CANTON DE VAUD
TRIBUNAL ADMINISTRATIF
Arrêt
du 9 mars 2004
sur le recours interjeté par X.________, domicilié à Z.________, 1********
contre
la décision de l'Office cantonal des bourses d'études et d'apprentissage (ci-après l'office) du 19 septembre 2003 lui accordant une bourse de 12'400 fr. pour la période du 20 octobre 2003 au 19 octobre 2004.
* * * * * * * * * * * * * * * *
Composition de la section: M. Pierre-André Marmier, président; M. Jean Meyer et M. Rolf Wahl, assesseurs.
Vu les faits suivants:
A. X.________, né en 1981, est célibataire. Depuis le mois d'octobre 2002, il suit les cours de la Haute école de gestion du canton de Vaud (ci-après HEG-VD) dans la filière "Economie d'entreprise". Ces études devraient s'étendre sur une durée de trois ans.

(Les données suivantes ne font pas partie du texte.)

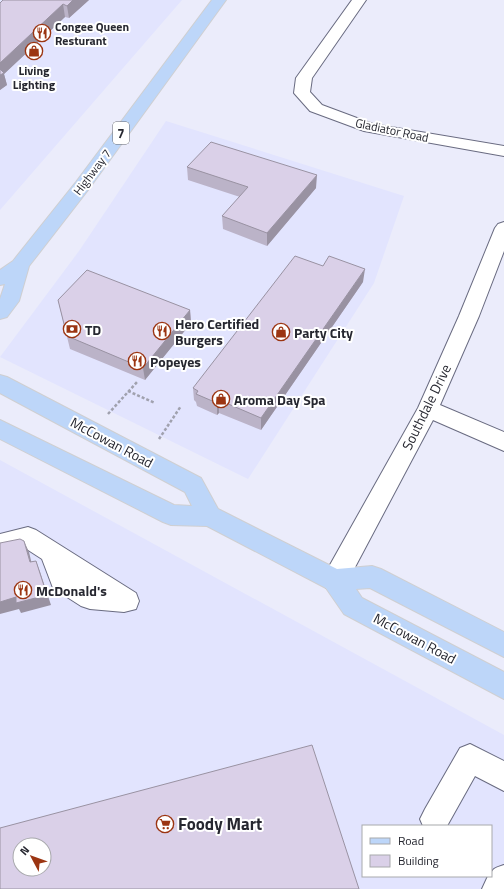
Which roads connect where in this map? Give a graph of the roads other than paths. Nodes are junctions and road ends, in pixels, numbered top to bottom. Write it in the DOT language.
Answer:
graph roads {
  1 [pos="219,0"];
  2 [pos="359,0"];
  3 [pos="504,151"];
  4 [pos="504,228"];
  5 [pos="20,265"];
  6 [pos="0,279"];
  7 [pos="0,312"];
  8 [pos="0,383"];
  9 [pos="428,409"];
  10 [pos="0,429"];
  11 [pos="504,442"];
  12 [pos="210,516"];
  13 [pos="0,544"];
  14 [pos="335,580"];
  15 [pos="127,601"];
  16 [pos="504,645"];
  17 [pos="504,686"];
  18 [pos="504,777"];
  19 [pos="435,820"];
  20 [pos="504,880"];
  21 [pos="498,889"];
  1 -- 5 [label="main road, Highway 7 / 7"];
  2 -- 3 [label="street, Gladiator Road"];
  4 -- 9 [label="street, Southdale Drive"];
  5 -- 6 [label="main road, Highway 7 / 7"];
  5 -- 7 [label="main road, Highway 7 / 7"];
  8 -- 12 [label="main road, McCowan Road"];
  9 -- 11 [label="street"];
  9 -- 14 [label="street, Southdale Drive"];
  10 -- 12 [label="main road, McCowan Road"];
  12 -- 14 [label="main road, McCowan Road"];
  13 -- 15 [label="street"];
  14 -- 16 [label="main road"];
  14 -- 17 [label="main road, McCowan Road"];
  18 -- 19 [label="street"];
  20 -- 21 [label="street"];
}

Par décision du 19 août 2002, l'office a accordé à X.________ une bourse de 15'400 fr. pour sa première année d'études à la HEG-VD. Ce montant a été calculé en tenant compte que l'intéressé disposait d'une fortune nette de 27'000 fr., selon une attestation établie par la Commission d'impôt d'Yverdon.
B. Le 31 juillet 2003, X.________ a déposé une demande de bourse pour suivre en deuxième année les cours de la HEG-VD, soit pour la période d'octobre 2003 à octobre 2004.
L'office, par décision du 19 septembre 2003, lui a alloué une bourse de 12'400 fr. Ce montant a été arrêté en tenant compte de la fortune de l'intéressé, qui s'élève à 42'000 fr. selon sa déclaration d'impôt 2001-2002 bis.
C. C'est contre cette décision que X.________ a recouru le 28 octobre 2003 auprès du Tribunal administratif: après avoir rappelé qu'il avait reçu une bourse de 15'400 fr. pour l'année précédente, il expose que la somme de 42'000 fr. retenue par l'office à titre de fortune, au 1er janvier 2003, a très sensiblement diminué dans l'intervalle du fait de la baisse de valeur de ses titres qui sont constitués d'actions Y.________ bloquées, respectivement jusqu'à fin 2004 et en 2005. Il conclut implicitement à l'admission du recours.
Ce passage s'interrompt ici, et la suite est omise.